__Your instructions__: In the listing below, identify each line with the word "Agosto" and return those lines.

────────────────────

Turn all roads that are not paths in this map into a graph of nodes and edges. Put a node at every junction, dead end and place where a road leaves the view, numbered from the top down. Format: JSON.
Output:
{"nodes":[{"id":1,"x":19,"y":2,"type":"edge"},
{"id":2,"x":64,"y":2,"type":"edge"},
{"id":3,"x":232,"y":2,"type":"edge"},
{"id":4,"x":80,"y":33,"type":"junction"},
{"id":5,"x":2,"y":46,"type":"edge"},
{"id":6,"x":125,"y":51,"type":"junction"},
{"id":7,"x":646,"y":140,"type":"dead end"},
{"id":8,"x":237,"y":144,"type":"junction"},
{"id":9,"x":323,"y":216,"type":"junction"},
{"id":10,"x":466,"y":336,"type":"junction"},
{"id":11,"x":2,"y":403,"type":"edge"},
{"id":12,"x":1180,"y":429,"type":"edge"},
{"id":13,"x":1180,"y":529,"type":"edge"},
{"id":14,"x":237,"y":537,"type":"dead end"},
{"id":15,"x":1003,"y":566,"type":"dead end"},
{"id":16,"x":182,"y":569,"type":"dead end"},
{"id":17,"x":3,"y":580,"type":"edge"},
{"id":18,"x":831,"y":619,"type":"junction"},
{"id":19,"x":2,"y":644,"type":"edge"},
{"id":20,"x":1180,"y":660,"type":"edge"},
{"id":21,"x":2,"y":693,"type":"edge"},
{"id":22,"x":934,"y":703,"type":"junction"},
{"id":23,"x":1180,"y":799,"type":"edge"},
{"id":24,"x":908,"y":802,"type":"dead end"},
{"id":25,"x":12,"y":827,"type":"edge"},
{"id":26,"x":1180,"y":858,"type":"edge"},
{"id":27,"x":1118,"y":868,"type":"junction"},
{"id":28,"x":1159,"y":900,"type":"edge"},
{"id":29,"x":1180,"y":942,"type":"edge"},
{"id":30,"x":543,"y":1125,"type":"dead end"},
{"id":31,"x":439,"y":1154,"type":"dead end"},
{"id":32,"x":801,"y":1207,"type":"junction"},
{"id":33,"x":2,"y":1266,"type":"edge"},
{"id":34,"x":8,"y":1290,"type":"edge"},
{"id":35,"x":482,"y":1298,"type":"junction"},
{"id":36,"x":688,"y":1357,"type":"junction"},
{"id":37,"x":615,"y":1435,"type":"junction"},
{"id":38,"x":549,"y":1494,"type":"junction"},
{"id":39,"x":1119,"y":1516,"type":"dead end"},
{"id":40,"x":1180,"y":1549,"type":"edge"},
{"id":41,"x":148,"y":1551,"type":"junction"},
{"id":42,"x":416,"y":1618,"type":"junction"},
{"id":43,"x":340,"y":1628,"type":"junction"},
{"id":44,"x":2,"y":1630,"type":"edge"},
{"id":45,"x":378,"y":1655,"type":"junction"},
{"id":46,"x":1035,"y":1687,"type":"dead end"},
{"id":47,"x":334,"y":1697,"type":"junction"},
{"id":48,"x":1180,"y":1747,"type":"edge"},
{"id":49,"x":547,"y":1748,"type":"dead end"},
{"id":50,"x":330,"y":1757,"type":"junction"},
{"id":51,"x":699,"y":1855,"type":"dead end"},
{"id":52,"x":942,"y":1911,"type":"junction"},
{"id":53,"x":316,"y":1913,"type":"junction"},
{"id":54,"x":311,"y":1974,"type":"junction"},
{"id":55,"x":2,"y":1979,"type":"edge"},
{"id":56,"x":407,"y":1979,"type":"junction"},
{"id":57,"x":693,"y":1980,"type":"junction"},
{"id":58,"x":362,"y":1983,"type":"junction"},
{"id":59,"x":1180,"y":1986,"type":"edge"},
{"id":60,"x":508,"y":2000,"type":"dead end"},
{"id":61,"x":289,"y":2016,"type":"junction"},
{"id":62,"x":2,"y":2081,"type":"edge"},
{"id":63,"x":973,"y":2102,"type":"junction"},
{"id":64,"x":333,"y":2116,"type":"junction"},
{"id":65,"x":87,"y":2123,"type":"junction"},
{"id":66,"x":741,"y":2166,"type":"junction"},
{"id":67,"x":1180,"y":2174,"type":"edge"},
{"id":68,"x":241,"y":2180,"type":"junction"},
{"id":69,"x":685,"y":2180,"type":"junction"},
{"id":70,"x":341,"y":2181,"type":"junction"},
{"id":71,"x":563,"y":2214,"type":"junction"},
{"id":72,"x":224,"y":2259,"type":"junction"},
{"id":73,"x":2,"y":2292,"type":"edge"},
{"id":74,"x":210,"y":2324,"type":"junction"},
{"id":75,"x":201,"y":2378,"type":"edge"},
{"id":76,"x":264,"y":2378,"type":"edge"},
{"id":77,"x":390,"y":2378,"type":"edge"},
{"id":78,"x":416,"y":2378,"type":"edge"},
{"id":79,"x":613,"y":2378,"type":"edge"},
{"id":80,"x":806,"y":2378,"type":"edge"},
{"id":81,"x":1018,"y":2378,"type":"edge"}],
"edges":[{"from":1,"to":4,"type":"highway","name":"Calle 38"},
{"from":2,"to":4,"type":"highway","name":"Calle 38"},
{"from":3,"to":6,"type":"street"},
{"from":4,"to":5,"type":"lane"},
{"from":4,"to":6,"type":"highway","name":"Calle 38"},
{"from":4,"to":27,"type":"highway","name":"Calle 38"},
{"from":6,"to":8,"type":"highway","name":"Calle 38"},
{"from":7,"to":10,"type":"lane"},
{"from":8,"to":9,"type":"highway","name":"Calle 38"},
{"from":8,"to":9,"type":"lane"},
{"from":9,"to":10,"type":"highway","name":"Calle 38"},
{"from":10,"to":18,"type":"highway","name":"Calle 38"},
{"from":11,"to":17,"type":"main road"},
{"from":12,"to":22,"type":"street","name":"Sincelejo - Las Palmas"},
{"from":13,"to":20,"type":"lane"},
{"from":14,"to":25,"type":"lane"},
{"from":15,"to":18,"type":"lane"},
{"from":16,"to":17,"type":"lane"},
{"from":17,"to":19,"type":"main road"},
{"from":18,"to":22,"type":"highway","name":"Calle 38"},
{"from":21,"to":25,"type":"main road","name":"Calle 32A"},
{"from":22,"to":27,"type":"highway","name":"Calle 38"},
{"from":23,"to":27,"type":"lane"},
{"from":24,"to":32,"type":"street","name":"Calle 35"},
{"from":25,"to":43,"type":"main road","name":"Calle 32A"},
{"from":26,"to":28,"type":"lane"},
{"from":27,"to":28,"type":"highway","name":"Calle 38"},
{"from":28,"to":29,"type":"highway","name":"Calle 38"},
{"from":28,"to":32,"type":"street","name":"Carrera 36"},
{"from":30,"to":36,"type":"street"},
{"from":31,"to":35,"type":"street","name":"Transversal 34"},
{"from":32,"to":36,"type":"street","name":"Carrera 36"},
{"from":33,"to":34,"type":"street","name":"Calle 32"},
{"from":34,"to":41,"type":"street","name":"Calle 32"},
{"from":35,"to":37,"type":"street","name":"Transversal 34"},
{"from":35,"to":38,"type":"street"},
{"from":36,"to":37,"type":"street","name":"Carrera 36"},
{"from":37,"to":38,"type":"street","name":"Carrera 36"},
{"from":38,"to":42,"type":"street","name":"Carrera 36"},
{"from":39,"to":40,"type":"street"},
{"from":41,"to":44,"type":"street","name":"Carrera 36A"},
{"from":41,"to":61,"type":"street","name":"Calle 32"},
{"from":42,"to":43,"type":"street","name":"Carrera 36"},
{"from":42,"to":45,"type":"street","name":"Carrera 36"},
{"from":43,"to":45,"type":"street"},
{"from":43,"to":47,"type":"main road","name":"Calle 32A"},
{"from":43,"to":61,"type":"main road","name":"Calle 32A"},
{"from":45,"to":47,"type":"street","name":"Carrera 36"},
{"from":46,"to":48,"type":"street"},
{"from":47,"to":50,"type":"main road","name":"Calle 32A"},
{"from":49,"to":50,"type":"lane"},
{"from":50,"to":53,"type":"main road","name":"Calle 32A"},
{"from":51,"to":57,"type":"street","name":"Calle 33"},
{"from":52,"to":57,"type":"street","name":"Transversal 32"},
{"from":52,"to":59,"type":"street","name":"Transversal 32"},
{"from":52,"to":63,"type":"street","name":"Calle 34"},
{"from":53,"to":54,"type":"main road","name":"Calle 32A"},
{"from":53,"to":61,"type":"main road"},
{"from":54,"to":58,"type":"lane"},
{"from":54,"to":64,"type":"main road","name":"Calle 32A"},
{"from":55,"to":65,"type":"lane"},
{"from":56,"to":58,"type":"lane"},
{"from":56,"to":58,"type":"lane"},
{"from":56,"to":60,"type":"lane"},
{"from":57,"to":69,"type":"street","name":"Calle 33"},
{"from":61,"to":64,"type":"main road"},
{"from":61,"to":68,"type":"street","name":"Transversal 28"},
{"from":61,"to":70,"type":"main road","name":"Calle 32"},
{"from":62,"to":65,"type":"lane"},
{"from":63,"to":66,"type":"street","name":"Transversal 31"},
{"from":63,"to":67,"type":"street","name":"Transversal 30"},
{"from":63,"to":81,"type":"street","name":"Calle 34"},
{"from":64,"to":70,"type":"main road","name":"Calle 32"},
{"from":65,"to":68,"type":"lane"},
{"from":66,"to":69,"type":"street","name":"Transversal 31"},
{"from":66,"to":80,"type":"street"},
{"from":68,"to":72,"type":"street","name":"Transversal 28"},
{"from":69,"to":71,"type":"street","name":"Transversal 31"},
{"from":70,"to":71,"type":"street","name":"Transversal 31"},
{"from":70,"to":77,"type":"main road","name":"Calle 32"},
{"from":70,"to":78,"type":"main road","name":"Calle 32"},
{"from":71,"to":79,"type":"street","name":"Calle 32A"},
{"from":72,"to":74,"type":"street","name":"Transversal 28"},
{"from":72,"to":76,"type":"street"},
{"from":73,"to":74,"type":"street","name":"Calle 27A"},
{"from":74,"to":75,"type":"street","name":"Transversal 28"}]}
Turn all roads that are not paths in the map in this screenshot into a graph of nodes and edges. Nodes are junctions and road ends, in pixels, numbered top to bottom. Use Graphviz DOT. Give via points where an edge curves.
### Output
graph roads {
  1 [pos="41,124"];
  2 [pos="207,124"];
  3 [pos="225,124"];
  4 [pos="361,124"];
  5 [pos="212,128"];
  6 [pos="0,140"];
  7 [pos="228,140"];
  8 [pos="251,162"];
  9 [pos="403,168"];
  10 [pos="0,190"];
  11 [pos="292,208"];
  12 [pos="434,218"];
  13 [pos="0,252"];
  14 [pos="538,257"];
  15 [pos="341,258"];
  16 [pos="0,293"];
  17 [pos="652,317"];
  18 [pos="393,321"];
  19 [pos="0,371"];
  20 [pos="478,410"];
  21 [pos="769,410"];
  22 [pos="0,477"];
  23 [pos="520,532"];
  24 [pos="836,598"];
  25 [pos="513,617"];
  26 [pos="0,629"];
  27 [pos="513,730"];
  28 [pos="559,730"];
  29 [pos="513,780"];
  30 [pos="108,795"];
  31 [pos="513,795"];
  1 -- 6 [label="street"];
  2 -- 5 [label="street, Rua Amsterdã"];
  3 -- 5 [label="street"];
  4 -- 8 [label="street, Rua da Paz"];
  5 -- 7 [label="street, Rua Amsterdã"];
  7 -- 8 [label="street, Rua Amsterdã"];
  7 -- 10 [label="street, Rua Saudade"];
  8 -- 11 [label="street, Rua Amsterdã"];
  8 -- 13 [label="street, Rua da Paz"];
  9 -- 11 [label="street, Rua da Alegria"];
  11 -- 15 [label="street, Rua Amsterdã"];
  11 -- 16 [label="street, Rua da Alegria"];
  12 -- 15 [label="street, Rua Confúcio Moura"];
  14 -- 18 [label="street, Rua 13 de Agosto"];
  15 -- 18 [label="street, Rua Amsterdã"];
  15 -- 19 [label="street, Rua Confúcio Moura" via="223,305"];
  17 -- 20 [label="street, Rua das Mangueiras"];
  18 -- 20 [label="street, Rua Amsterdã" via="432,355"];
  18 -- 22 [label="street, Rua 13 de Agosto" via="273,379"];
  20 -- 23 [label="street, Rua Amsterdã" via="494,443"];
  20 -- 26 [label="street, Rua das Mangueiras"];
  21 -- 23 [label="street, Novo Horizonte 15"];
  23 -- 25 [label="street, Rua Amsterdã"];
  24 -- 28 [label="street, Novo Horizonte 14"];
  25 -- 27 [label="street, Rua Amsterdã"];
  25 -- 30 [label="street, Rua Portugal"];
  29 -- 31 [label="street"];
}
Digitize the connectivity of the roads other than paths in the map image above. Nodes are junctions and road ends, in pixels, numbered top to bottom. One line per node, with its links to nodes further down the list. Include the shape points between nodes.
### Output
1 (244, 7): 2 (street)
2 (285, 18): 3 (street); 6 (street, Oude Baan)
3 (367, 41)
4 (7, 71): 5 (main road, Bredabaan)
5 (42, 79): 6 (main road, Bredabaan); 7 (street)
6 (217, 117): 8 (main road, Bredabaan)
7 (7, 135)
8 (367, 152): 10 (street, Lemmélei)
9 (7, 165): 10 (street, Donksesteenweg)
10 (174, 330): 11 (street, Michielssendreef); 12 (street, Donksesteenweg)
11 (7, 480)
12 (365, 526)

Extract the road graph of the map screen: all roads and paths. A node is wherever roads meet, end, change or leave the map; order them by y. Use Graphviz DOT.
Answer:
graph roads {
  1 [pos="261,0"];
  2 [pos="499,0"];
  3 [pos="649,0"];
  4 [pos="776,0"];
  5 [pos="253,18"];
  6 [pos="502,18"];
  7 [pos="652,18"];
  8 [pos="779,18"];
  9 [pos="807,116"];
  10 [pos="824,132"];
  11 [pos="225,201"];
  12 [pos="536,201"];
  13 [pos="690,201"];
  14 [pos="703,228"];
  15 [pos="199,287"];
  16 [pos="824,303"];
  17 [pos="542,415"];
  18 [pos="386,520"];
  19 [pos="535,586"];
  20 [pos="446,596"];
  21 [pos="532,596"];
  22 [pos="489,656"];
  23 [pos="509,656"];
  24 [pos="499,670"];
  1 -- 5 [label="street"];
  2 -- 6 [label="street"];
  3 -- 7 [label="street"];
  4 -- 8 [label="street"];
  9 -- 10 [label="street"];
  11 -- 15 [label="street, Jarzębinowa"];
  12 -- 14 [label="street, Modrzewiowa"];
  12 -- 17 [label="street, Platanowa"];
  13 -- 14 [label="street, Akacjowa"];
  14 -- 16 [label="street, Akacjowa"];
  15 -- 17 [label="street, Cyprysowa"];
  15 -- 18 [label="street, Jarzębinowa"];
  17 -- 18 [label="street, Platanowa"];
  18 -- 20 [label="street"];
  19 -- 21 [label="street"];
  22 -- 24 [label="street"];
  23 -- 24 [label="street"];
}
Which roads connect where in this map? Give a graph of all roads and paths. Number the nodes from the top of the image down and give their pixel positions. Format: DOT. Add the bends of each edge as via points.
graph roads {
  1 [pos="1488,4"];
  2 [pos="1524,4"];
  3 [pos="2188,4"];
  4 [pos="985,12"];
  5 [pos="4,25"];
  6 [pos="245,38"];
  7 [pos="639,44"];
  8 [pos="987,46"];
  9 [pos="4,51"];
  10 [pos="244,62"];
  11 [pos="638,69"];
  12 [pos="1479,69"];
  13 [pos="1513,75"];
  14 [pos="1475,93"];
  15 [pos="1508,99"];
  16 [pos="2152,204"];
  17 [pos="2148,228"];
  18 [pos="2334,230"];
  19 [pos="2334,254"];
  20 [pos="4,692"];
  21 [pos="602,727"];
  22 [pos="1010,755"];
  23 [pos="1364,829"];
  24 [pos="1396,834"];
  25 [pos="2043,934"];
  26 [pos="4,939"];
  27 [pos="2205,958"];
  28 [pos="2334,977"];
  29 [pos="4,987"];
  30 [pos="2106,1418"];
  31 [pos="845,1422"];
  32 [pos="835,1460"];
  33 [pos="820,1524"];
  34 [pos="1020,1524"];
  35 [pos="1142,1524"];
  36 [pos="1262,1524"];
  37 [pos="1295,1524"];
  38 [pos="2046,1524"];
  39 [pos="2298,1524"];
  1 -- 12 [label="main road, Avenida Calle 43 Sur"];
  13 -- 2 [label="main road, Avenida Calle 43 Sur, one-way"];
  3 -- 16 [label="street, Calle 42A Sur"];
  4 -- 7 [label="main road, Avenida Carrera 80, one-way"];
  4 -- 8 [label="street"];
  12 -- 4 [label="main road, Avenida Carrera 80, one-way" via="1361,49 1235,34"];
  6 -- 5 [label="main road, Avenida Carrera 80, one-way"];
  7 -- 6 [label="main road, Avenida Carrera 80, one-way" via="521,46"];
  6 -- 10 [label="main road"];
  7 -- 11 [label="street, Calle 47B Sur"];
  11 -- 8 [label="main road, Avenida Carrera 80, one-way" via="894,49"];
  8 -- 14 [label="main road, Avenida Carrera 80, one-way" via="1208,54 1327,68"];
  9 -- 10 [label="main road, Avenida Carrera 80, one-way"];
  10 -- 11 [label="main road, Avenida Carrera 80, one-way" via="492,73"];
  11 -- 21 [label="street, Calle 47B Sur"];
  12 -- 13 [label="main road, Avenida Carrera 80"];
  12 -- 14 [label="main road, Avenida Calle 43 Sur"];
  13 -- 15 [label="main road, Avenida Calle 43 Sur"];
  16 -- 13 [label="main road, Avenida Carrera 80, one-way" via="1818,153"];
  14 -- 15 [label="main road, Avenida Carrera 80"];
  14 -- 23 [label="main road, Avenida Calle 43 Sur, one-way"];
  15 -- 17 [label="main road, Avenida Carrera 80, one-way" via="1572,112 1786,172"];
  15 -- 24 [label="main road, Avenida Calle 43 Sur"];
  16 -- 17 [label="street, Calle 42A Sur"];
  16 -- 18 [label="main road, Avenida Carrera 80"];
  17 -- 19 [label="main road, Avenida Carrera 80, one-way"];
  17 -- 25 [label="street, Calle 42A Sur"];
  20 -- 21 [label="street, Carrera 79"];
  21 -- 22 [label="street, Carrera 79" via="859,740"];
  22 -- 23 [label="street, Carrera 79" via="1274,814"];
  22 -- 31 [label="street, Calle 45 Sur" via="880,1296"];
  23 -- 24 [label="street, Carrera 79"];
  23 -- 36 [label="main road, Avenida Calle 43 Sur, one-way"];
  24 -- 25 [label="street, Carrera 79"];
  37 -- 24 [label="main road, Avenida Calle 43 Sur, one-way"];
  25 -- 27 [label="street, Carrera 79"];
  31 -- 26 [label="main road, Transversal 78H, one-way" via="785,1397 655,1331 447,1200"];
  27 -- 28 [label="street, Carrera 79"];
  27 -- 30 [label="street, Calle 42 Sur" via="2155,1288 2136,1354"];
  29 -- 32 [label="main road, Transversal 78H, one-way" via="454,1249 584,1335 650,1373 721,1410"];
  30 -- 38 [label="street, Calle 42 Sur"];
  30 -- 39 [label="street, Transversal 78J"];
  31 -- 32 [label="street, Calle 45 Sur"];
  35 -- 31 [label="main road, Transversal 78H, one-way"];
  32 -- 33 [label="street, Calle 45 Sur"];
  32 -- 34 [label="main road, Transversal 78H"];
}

────────────────────

__Result of this task__:
  14 -- 18 [label="street, Rua 13 de Agosto"];
  18 -- 22 [label="street, Rua 13 de Agosto" via="273,379"];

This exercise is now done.